--- Task material ---
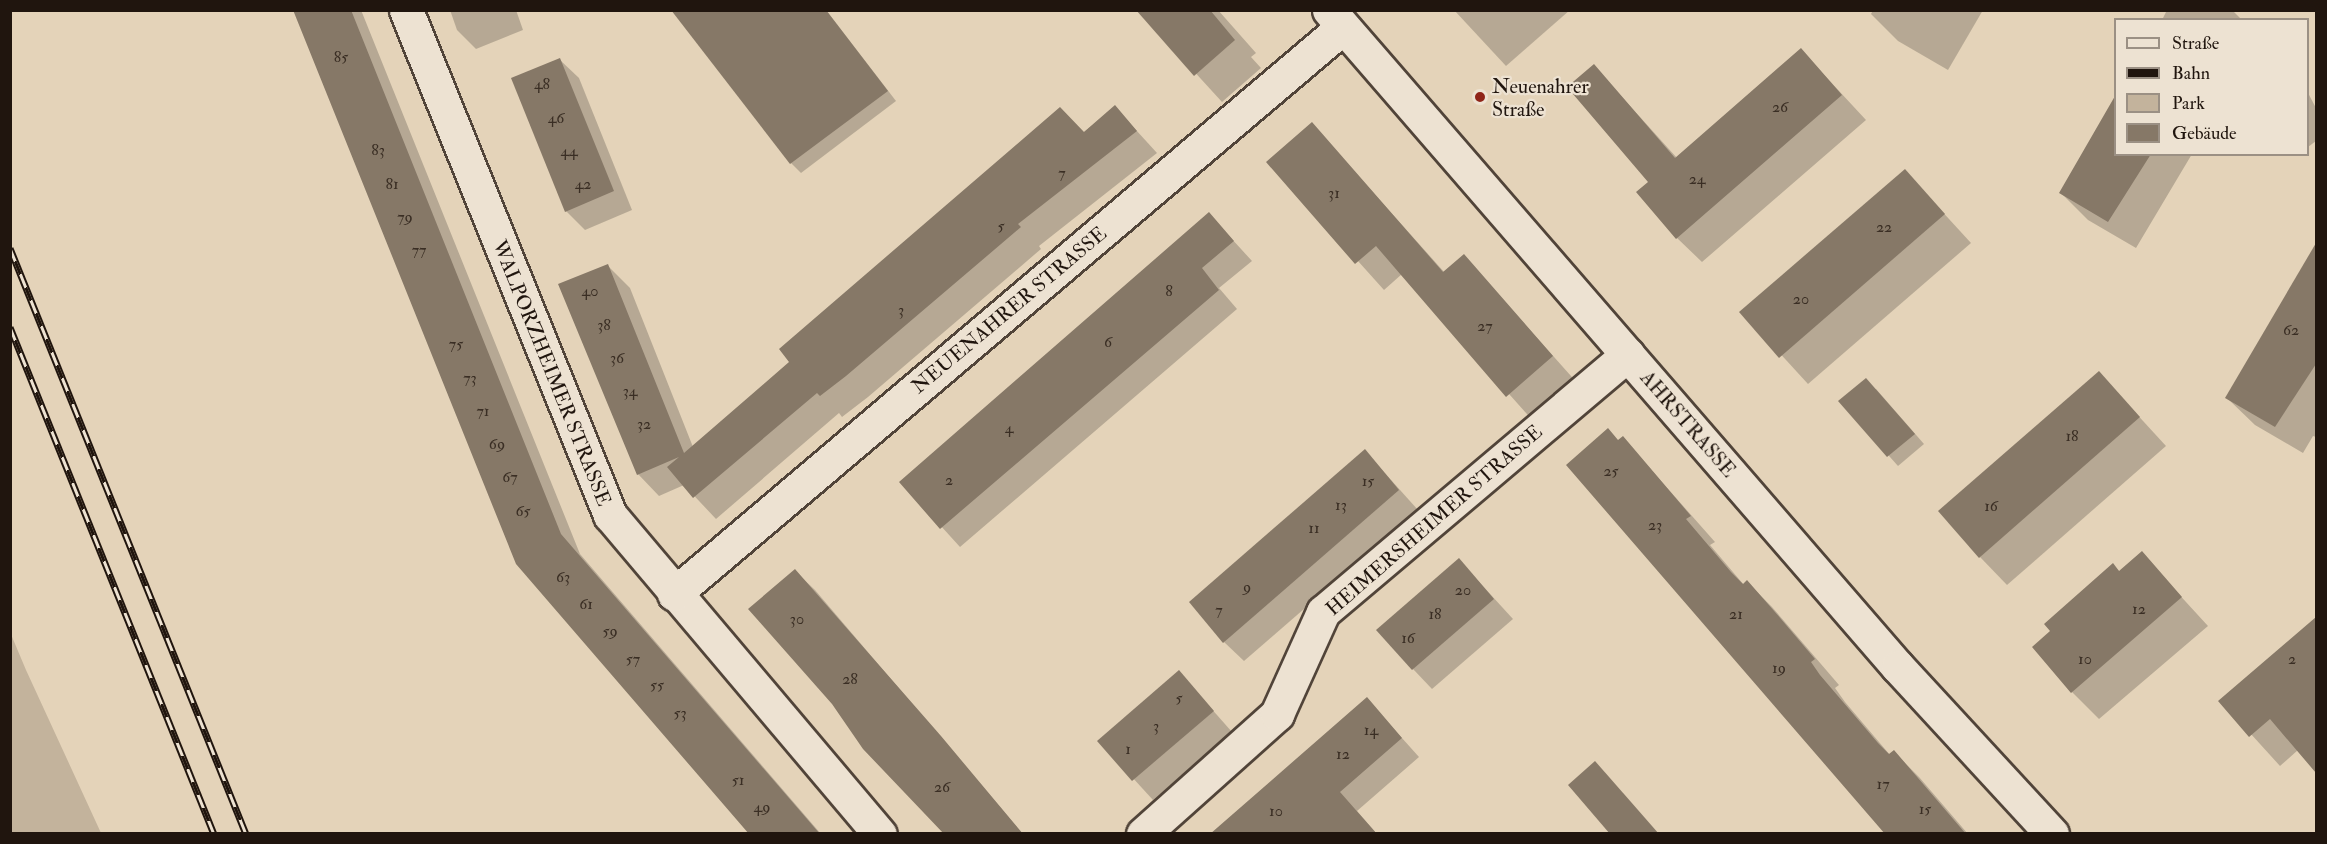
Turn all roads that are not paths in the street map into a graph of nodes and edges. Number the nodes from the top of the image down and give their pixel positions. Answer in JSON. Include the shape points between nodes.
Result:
{"nodes":[{"id":1,"x":406,"y":10,"type":"edge"},
{"id":2,"x":1336,"y":19,"type":"edge"},
{"id":3,"x":1628,"y":354,"type":"junction"},
{"id":4,"x":674,"y":594,"type":"junction"},
{"id":5,"x":880,"y":834,"type":"edge"},
{"id":6,"x":1143,"y":834,"type":"edge"},
{"id":7,"x":2052,"y":834,"type":"edge"}],
"edges":[{"from":1,"to":4,"type":"street","name":"WALPORZHEIMER STRASSE","via":[[610,515]]},
{"from":2,"to":3,"type":"street","name":"AHRSTRASSE"},
{"from":2,"to":4,"type":"street","name":"NEUENAHRER STRASSE"},
{"from":3,"to":6,"type":"street","name":"HEIMERSHEIMER STRASSE","via":[[1323,612],[1277,714]]},
{"from":3,"to":7,"type":"street","name":"AHRSTRASSE","via":[[1898,668]]},
{"from":4,"to":5,"type":"street","name":"WALPORZHEIMER STRASSE"}]}
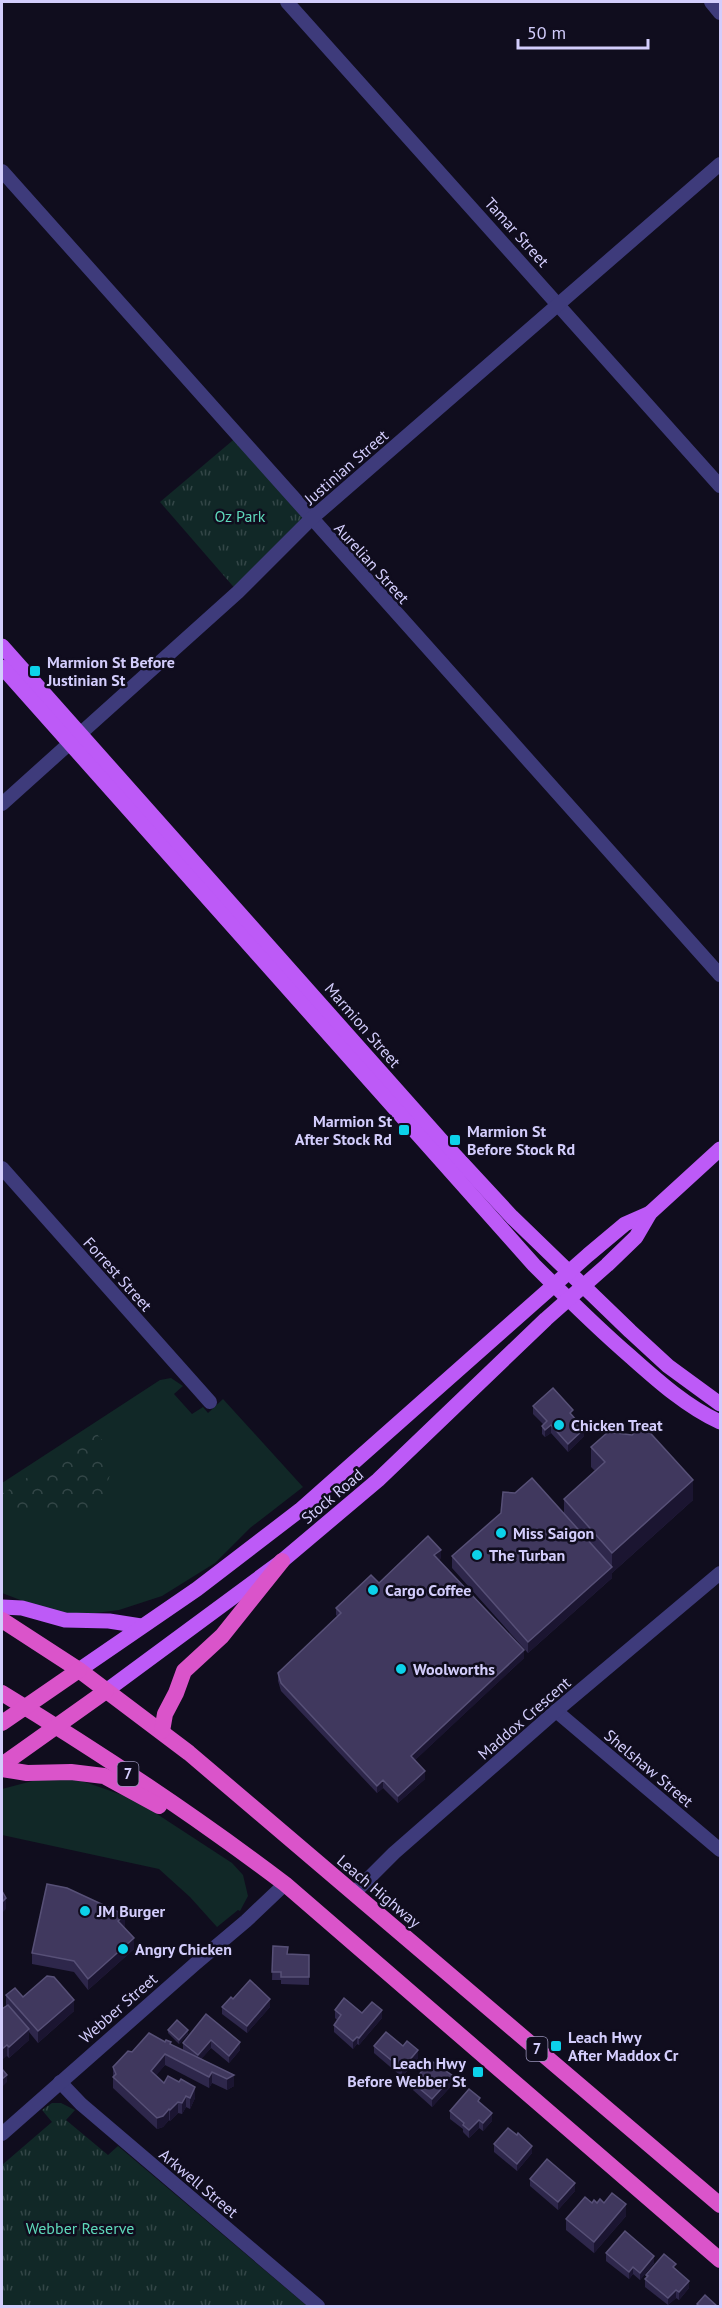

--- Problem ---
Every entry above should be printed again exactly, except for the pictures.

--- Written solution ---
Turn all roads that are not paths in the street map into a graph of nodes and edges. Number the nodes from the top of the image down and give their pixel positions. Answer in JSON. Include the shape points between nodes.
Result:
{"nodes":[{"id":1,"x":406,"y":10,"type":"edge"},
{"id":2,"x":1336,"y":19,"type":"edge"},
{"id":3,"x":1628,"y":354,"type":"junction"},
{"id":4,"x":674,"y":594,"type":"junction"},
{"id":5,"x":880,"y":834,"type":"edge"},
{"id":6,"x":1143,"y":834,"type":"edge"},
{"id":7,"x":2052,"y":834,"type":"edge"}],
"edges":[{"from":1,"to":4,"type":"street","name":"WALPORZHEIMER STRASSE","via":[[610,515]]},
{"from":2,"to":3,"type":"street","name":"AHRSTRASSE"},
{"from":2,"to":4,"type":"street","name":"NEUENAHRER STRASSE"},
{"from":3,"to":6,"type":"street","name":"HEIMERSHEIMER STRASSE","via":[[1323,612],[1277,714]]},
{"from":3,"to":7,"type":"street","name":"AHRSTRASSE","via":[[1898,668]]},
{"from":4,"to":5,"type":"street","name":"WALPORZHEIMER STRASSE"}]}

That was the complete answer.